Eye for an Eye 1&2 sont pour l’instant ce qui se fait de mieux en films de sabre du côté de la masse de DTV chinois. Deux films bis méritant, dotés d’évidentes ambitions et d’un vrai amour du genre et intensément divertissant. Voilà qui promet du meilleur pour la carrière du réalisateur et un nouveau rebond pour celle de l’acteur Miu Tse.
Image
Qui dit DTV dit généralement une patine numérique très visible. C’est le cas ici avec deux master HD naturellement très propres, fermes et stables, mais qui des suites de quelques modifications dans la colorimétrie, des scènes nocturnes un poil artificielles et de très rares effets spéciaux en images de synthèse, connait quelques passages plus doux, voir parfois même des débuts de banding dans certains arrières plans. Des détails pour des copies idéles avec le plus généralement une définition solide, un piqué bien dessiné et des couleurs chaudes et contrastées.
Son
Les deux films sont accompagnés de pistes DTS HD Master Audio 2.0 idéales pour les installations les plus modestes, avec un rendu frontal mais déjà assez dynamique. Bien entendu les deux DTS HD Master Audio 5.1 mettent bien mieux en valeur l’énergie des mixages mandarins avec une nervosité bien plus développée et une spatialisation assez enveloppante. C’est ici l’action qui est le plus généreusement mis en avant.
Interactivité
Spectrum Films propose directement les deux épisodes dans la même édition. Un fourreau cartonné, un boitier scanavo avec jaquette réversible et deux disques Bluray qui chacun comportent une incontournable introduction signée Arnaud Lanuque. Il y revient sur le marché du DTV et des productions pour plateforme de streaming en Chine et de la réussite particulière de ces deux longs métrages. Il y est aussi question des principales inspirations, des chorégraphies, des trajectoires du réalisateur et de l’acteur principal.

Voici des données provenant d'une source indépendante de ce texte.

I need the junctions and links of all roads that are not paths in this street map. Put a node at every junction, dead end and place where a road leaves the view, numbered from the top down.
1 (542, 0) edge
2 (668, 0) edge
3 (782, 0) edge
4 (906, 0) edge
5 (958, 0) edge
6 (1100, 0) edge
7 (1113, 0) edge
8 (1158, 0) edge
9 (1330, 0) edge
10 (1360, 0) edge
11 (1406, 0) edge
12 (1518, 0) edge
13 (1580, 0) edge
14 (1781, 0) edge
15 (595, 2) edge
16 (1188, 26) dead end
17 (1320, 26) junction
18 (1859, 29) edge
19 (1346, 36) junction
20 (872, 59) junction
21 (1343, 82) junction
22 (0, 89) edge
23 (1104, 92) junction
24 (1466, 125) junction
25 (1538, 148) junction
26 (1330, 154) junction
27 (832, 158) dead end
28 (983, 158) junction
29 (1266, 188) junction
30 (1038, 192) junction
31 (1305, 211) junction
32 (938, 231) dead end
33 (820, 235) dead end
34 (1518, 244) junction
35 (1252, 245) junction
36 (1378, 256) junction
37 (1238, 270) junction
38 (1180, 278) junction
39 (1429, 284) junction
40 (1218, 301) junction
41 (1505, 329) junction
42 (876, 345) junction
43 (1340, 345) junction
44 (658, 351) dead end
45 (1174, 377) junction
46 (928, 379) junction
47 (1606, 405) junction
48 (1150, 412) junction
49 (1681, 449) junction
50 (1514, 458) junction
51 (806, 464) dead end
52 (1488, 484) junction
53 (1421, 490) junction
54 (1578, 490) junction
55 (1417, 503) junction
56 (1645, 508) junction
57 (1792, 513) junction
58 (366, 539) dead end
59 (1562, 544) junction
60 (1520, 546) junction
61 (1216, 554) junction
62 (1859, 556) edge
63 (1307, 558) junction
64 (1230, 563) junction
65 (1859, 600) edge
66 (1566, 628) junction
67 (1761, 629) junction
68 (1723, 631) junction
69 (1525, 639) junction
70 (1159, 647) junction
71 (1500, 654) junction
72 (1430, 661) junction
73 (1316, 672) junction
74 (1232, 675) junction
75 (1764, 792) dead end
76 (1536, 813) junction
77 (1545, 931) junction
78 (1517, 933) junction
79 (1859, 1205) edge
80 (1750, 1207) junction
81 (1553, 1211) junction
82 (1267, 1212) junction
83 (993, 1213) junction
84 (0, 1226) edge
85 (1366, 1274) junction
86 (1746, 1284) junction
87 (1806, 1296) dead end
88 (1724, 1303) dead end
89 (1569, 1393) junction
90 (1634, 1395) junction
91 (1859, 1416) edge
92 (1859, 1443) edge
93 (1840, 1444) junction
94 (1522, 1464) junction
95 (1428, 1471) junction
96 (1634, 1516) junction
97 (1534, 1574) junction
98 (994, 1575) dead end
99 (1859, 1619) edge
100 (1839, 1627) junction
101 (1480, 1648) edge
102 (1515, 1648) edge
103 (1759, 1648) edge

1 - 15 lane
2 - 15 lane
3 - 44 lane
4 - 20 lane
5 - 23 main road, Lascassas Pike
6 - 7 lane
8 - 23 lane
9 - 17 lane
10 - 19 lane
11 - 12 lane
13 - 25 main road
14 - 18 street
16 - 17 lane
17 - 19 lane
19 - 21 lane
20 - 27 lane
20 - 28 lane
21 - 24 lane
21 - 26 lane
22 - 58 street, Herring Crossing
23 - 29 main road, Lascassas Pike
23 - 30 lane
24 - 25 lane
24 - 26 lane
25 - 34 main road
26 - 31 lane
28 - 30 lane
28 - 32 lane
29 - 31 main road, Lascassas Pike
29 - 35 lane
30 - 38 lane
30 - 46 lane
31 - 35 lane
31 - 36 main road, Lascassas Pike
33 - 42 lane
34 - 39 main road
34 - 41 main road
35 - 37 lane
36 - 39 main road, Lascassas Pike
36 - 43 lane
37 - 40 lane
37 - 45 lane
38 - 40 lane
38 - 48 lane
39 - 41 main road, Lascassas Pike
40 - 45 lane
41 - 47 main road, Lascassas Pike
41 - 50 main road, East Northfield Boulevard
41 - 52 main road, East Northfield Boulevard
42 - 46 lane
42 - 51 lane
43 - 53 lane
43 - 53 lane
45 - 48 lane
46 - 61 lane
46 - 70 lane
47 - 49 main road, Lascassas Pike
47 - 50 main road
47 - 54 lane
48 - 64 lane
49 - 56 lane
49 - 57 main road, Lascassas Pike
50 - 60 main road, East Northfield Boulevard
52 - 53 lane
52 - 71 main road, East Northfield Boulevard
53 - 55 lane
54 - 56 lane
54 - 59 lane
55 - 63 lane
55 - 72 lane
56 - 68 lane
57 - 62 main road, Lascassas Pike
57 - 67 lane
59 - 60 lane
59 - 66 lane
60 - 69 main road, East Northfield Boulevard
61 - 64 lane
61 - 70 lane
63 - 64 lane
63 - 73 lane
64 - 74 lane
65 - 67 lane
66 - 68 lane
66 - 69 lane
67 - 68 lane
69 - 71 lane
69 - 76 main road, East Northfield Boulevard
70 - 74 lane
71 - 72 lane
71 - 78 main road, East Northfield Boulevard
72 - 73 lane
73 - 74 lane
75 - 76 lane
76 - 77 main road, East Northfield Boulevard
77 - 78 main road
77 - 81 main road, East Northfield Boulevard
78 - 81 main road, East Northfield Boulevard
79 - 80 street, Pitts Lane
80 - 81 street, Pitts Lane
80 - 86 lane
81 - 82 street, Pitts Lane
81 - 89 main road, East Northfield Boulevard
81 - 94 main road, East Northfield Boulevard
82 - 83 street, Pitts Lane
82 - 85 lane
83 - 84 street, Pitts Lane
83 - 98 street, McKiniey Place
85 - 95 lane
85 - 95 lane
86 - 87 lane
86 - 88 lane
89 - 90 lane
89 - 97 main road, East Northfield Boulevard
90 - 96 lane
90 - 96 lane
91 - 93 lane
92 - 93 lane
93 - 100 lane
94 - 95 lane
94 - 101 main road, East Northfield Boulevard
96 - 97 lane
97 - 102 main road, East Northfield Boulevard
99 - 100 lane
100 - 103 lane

Eye for an Eye 2 lui profite d’une étude de séquence d’action par Alex Rallo, qui décortique le rythme, les mouvements de caméra et les effets de montage pour souligner le contraste entre cette grammaire contemporaine et la vision plus fluide des années 80/90.
Enfin chacun des deux films est accompagné d’un commentaire audio enregistré par deux spécialistes américains du cinéma d’arts martiaux. Sous-titrés en français, ces pistes ont un petit coté « conversation entre potes cinéphiles » avec de nombreuses mises en perspectives des évolutions du genre wuxia.
Liste des bonus
Présentations de Arnaud Lanuque, Commentaires audio de Frankie Diaz et Peter Glagowski, Analyse de séquence par Alex Rallo et bande-annonces.